Confrontation has always driven you: away from your problems, away from your friends, away from yourself. You have become a person who loves helping others, but I ask you this: where is that compassion for yourself?
When things get tough, it's hard to distinguish what exactly may be the root of the issue. Oftentimes, it's easier to clump your emotional disarray into a response like "Well, I'm here," or "I don't know [what the problem is]." That response is where it stops. You find yourself questioning not what the source of these feelings is but rather how you can mitigate the number of questions being thrown your way about how you feel or why you seem so out of it.
You need to take a step back. Reflect. Assess. Process. Proceed.
Nothing good will seem to happen until you take a step back. In some cases, you may need to take a few. You take on new projects, more work, and more responsibilities. Instead of confronting yourself, you are building a shelter around yourself. It's easy to interpret this as moving on - have you thought about the impact?
There could eventually be a time when things go well. Your shelter is secure, warm, and you feel like you can finally breathe after your efforts.
There could also be a time when things do not go well. Your shelter, so trusted, falls. Suddenly, you face the storm that was brewing just outside of its walls. Trapped and scared, you're left to confront the mess and the storm outside, that emotional storm that you have inside of you, or scramble to pick up the pieces.

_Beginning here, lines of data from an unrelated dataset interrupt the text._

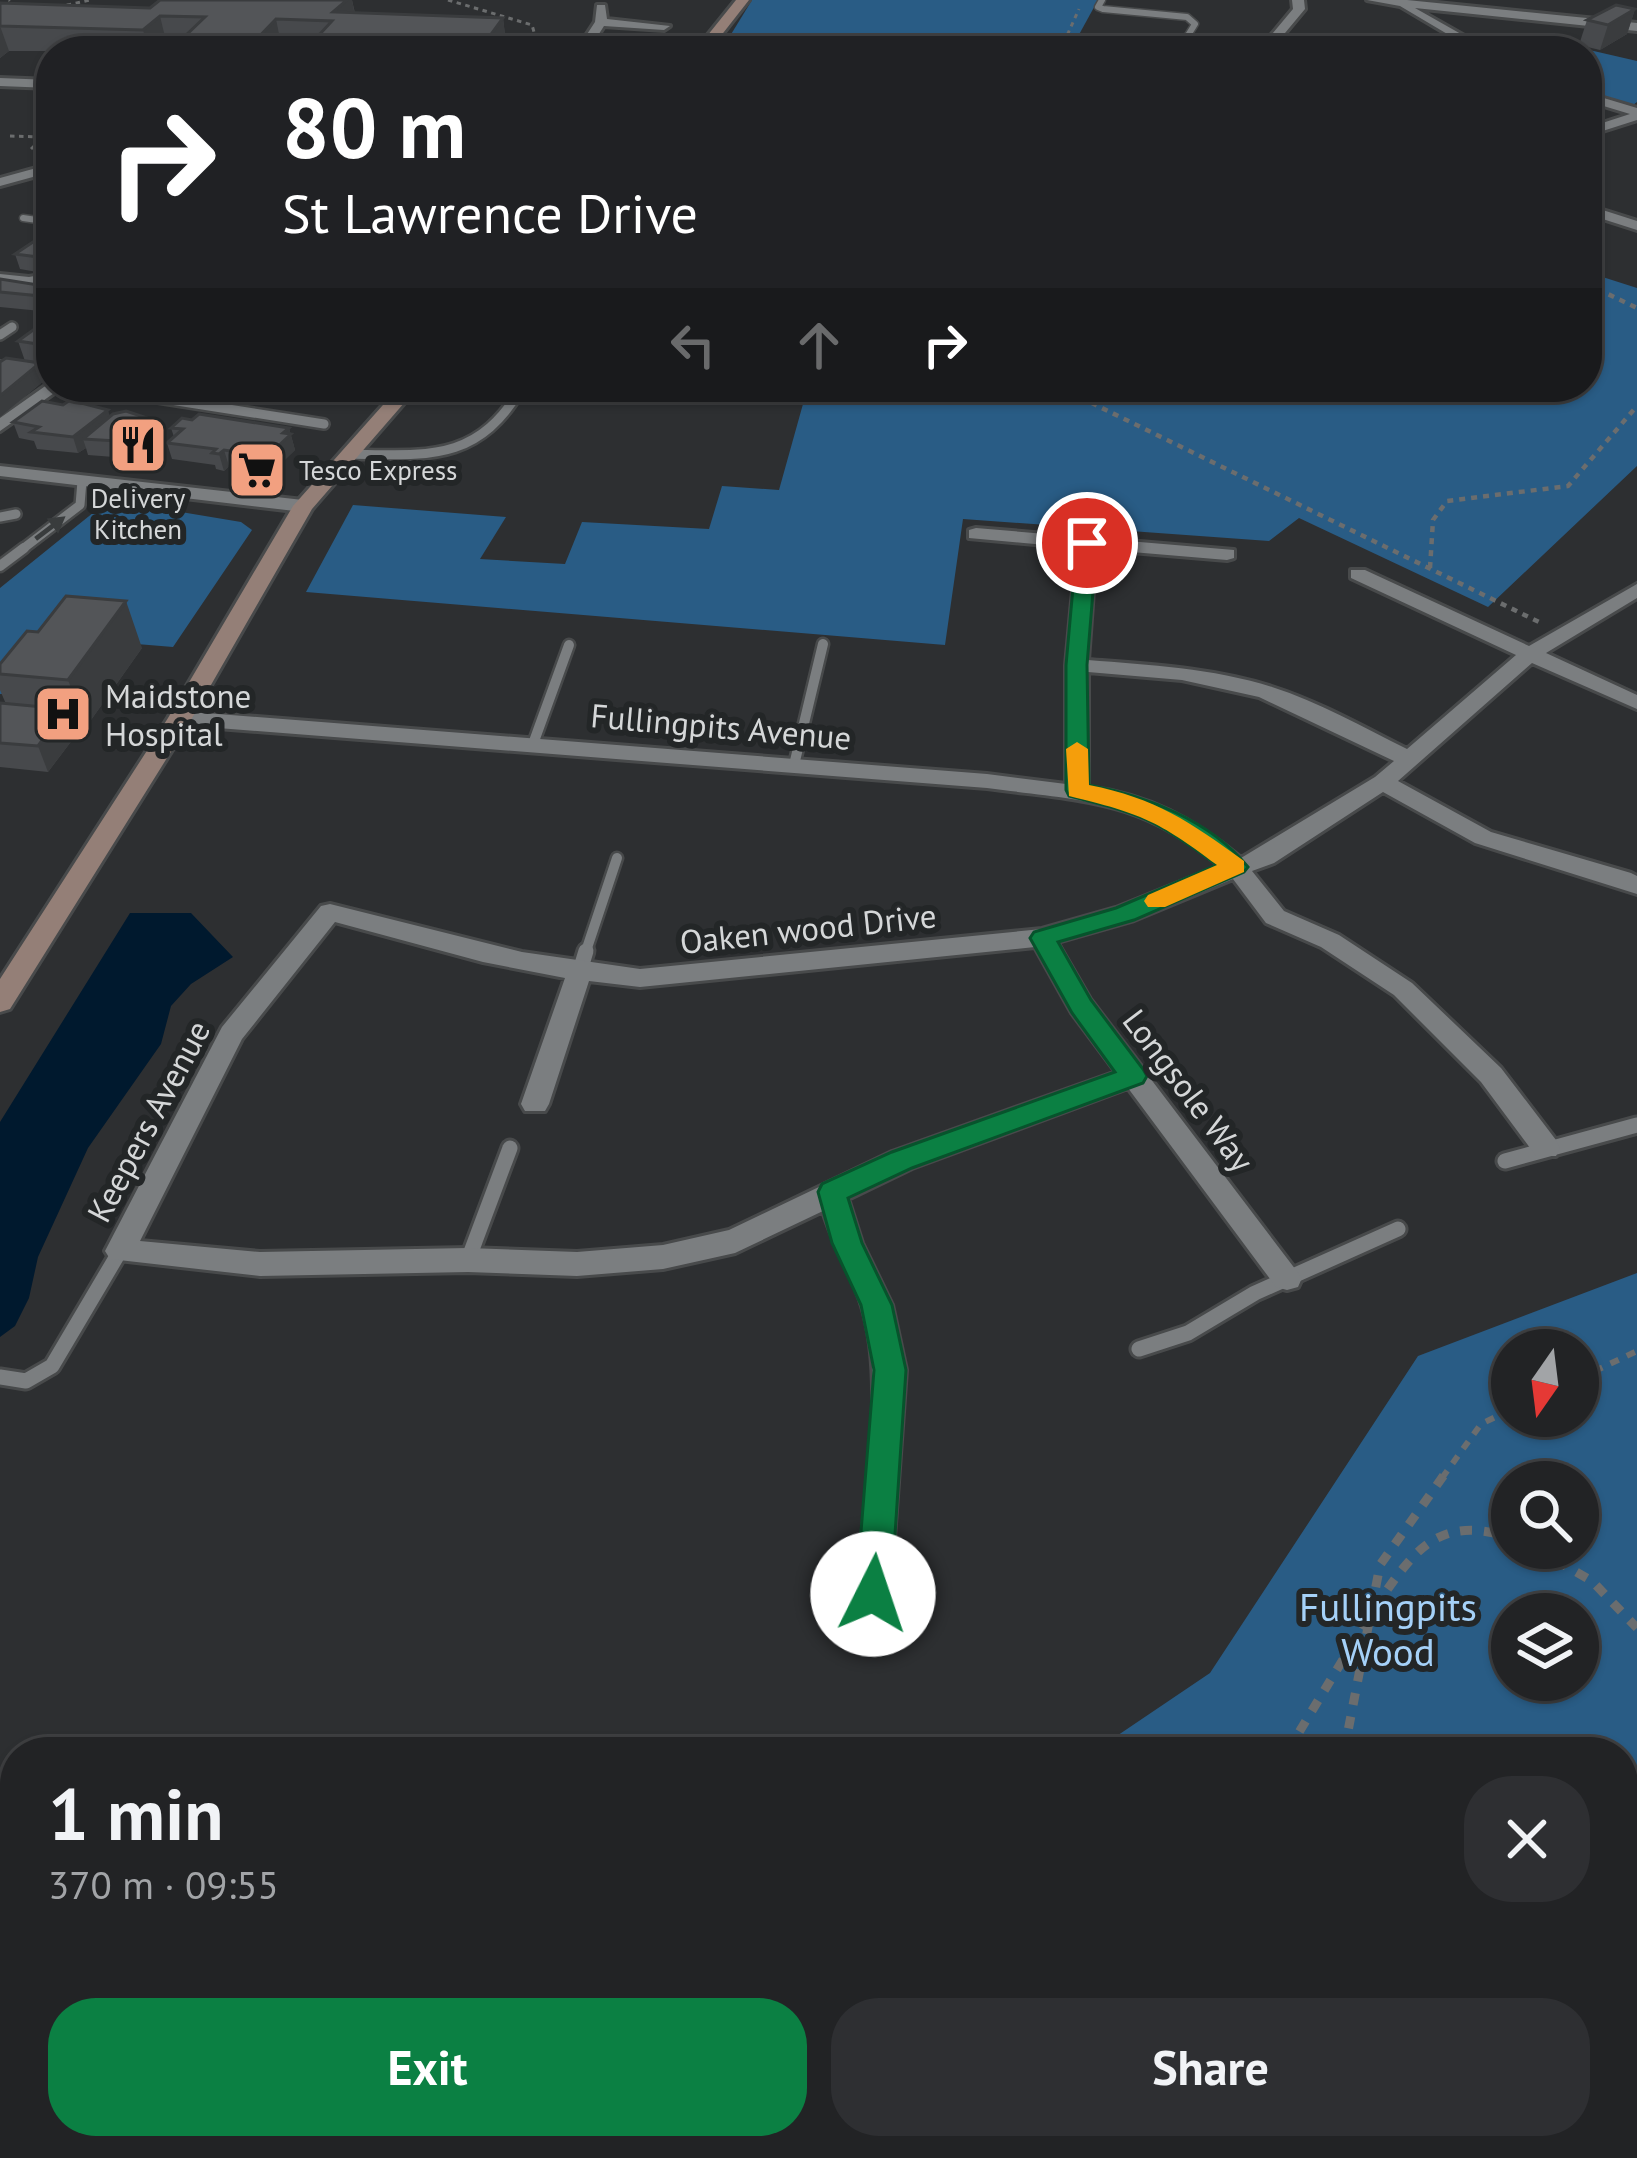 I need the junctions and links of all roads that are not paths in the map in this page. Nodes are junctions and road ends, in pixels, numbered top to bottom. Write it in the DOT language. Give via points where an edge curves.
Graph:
graph roads {
  1 [pos="650,0"];
  2 [pos="697,0"];
  3 [pos="743,0"];
  4 [pos="1102,0"];
  5 [pos="1298,0"];
  6 [pos="1373,0"];
  7 [pos="602,1"];
  8 [pos="1396,2"];
  9 [pos="601,22"];
  10 [pos="664,26"];
  11 [pos="1637,27"];
  12 [pos="592,36"];
  13 [pos="715,36"];
  14 [pos="1188,36"];
  15 [pos="1276,36"];
  16 [pos="1458,36"];
  17 [pos="0,82"];
  18 [pos="36,83"];
  19 [pos="1602,102"];
  20 [pos="1637,114"];
  21 [pos="1602,127"];
  22 [pos="36,172"];
  23 [pos="0,182"];
  24 [pos="1602,214"];
  25 [pos="23,218"];
  26 [pos="36,220"];
  27 [pos="1637,226"];
  28 [pos="0,279"];
  29 [pos="36,279"];
  30 [pos="11,327"];
  31 [pos="0,335"];
  32 [pos="0,366"];
  33 [pos="36,372"];
  34 [pos="36,398"];
  35 [pos="184,402"];
  36 [pos="396,402"];
  37 [pos="515,402"];
  38 [pos="324,424"];
  39 [pos="0,426"];
  40 [pos="346,454"];
  41 [pos="0,471"];
  42 [pos="82,481"];
  43 [pos="303,506"];
  44 [pos="16,514"];
  45 [pos="0,517"];
  46 [pos="976,534"];
  47 [pos="1087,543"];
  48 [pos="1227,554"];
  49 [pos="0,566"];
  50 [pos="1358,574"];
  51 [pos="1637,590"];
  52 [pos="1612,605"];
  53 [pos="1637,619"];
  54 [pos="823,644"];
  55 [pos="569,645"];
  56 [pos="1526,657"];
  57 [pos="1077,665"];
  58 [pos="1637,703"];
  59 [pos="180,718"];
  60 [pos="533,744"];
  61 [pos="1408,759"];
  62 [pos="794,765"];
  63 [pos="1383,782"];
  64 [pos="1077,790"];
  65 [pos="617,858"];
  66 [pos="1236,867"];
  67 [pos="1637,886"];
  68 [pos="1042,938"];
  69 [pos="579,974"];
  70 [pos="0,1002"];
  71 [pos="1133,1076"];
  72 [pos="536,1104"];
  73 [pos="1637,1125"];
  74 [pos="510,1148"];
  75 [pos="1546,1148"];
  76 [pos="1505,1161"];
  77 [pos="832,1192"];
  78 [pos="1398,1229"];
  79 [pos="120,1251"];
  80 [pos="468,1260"];
  81 [pos="1287,1278"];
  82 [pos="1139,1349"];
  83 [pos="0,1377"];
  84 [pos="873,1594"];
  1 -- 2 [label="street"];
  3 -- 13 [label="main road"];
  4 -- 14 [label="lane" via="1103,9 1187,17 1195,24"];
  5 -- 15 [label="street"];
  6 -- 8 [label="street"];
  7 -- 9 [label="street"];
  8 -- 11 [label="street"];
  8 -- 16 [label="street"];
  9 -- 10 [label="street"];
  9 -- 12 [label="street"];
  17 -- 18 [label="street"];
  19 -- 20 [label="street"];
  20 -- 21 [label="street"];
  22 -- 23 [label="street"];
  24 -- 27 [label="street"];
  25 -- 26 [label="lane"];
  28 -- 29 [label="street"];
  30 -- 31 [label="lane"];
  32 -- 33 [label="lane"];
  34 -- 39 [label="street"];
  35 -- 38 [label="lane"];
  36 -- 40 [label="main road"];
  37 -- 40 [label="lane" via="507,420 468,445 435,454"];
  40 -- 43 [label="main road"];
  41 -- 42 [label="street"];
  42 -- 43 [label="street"];
  49 -- 42 [label="lane, one-way" via="80,505"];
  43 -- 59 [label="main road"];
  44 -- 45 [label="lane"];
  46 -- 47 [label="street"];
  47 -- 48 [label="street"];
  47 -- 57 [label="street"];
  50 -- 56 [label="street"];
  51 -- 52 [label="street"];
  52 -- 53 [label="street"];
  52 -- 56 [label="street"];
  54 -- 62 [label="lane"];
  55 -- 60 [label="lane"];
  56 -- 58 [label="street"];
  56 -- 61 [label="street"];
  57 -- 61 [label="street" via="1246,686"];
  57 -- 64 [label="street"];
  59 -- 60 [label="street, Fullingpits Avenue"];
  59 -- 70 [label="main road"];
  60 -- 62 [label="street, Fullingpits Avenue"];
  61 -- 63 [label="street"];
  62 -- 64 [label="street, Fullingpits Avenue"];
  63 -- 66 [label="street"];
  63 -- 67 [label="street" via="1517,850 1580,862"];
  64 -- 66 [label="street, Fullingpits Avenue" via="1167,816"];
  65 -- 69 [label="lane"];
  66 -- 68 [label="street"];
  66 -- 75 [label="street, Fullingpits Avenue" via="1275,917 1330,941 1403,989 1491,1076"];
  68 -- 69 [label="street, Oaken wood Drive" via="640,979"];
  68 -- 71 [label="street, Longsole Way"];
  69 -- 72 [label="street"];
  69 -- 79 [label="street, Keepers Avenue" via="330,912 231,1034"];
  71 -- 77 [label="street"];
  71 -- 81 [label="street, Longsole Way"];
  73 -- 75 [label="lane"];
  74 -- 80 [label="lane"];
  75 -- 76 [label="lane"];
  77 -- 80 [label="street" via="735,1241 663,1257"];
  77 -- 84 [label="street" via="877,1305 890,1370"];
  78 -- 81 [label="lane"];
  79 -- 80 [label="street" via="260,1264"];
  79 -- 83 [label="lane" via="52,1366 26,1381"];
  81 -- 82 [label="lane" via="1189,1333"];
}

More often than not, you rebuild. And rebuild. And rebuild.
How many times must you barricade yourself in and not allow yourself to feel before you lose sight of yourself? Each time your shelter falls, the mirror cracks. It doesn't seem so bad at first. A hairline fracture in the glass. Repeat the process enough and there won't be a mirror left at all.
You may not have to pick up the pieces, but rather the shards in order to save it: your self-image. The way you view yourself affects not only the way that others view you but who you are and how you interact with the world and the people around you.
One day, you'll hit an epiphany. You deserve the same care and love that everyone does. You deserve to feel OK.
The storm brewing inside you is terrifying. After spending so long in your makeshift home, it may seem even more daunting.
It's OK to be scared. It's OK to not know what will happen in the eye of the storm. The most important part is that you experience the rain. Dance in it, play in it, and more importantly, accept it.
The rain will cease, and the sun will come. The wave of relief that washes over your skin will leave you wondering why you ever hid from the initial problem in the first place.
The next time you encounter this crossroads of confronting the issue, you may find yourself looking to build that shelter again, and that's alright. You are human, and only you can find the inspiration to address the issue.
When the time comes to bring a little light on yourself, just remember: take a step back. Reflect. Assess. Process. Proceed. Repeat until the problem is solved.
One day, you won't rely on that shelter. I'm rooting for you.